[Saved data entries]
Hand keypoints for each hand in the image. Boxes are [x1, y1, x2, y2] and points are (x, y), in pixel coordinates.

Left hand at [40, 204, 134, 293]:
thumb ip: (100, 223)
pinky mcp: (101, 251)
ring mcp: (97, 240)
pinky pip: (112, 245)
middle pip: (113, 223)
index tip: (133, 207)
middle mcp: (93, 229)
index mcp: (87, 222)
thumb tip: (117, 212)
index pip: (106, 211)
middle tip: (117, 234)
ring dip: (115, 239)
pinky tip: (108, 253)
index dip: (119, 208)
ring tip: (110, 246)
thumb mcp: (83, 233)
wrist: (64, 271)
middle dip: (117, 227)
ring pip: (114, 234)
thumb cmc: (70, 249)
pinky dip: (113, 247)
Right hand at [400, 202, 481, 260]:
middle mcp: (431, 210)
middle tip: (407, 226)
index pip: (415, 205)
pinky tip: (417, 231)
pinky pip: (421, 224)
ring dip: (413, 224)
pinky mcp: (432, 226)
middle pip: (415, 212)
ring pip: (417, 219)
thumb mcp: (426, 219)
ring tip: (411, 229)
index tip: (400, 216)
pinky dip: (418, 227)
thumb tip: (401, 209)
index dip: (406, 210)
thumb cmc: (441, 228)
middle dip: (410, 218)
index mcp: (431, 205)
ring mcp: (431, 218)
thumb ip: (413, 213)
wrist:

- Assigned task
What is needed is a verbatim copy of every line in the records above from the one containing "pinky tip: (108, 253)" down to the one containing "index tip: (400, 216)", both included, and nothing more.

- Task response
pinky tip: (108, 253)
index dip: (119, 208)
ring tip: (110, 246)
thumb mcp: (83, 233)
wrist: (64, 271)
middle dip: (117, 227)
ring pip: (114, 234)
thumb cmc: (70, 249)
pinky dip: (113, 247)
Right hand at [400, 202, 481, 260]:
middle mcp: (431, 210)
middle tip: (407, 226)
index pip: (415, 205)
pinky tip: (417, 231)
pinky pip: (421, 224)
ring dip: (413, 224)
pinky mcp: (432, 226)
middle pip: (415, 212)
ring pip: (417, 219)
thumb mcp: (426, 219)
ring tip: (411, 229)
index tip: (400, 216)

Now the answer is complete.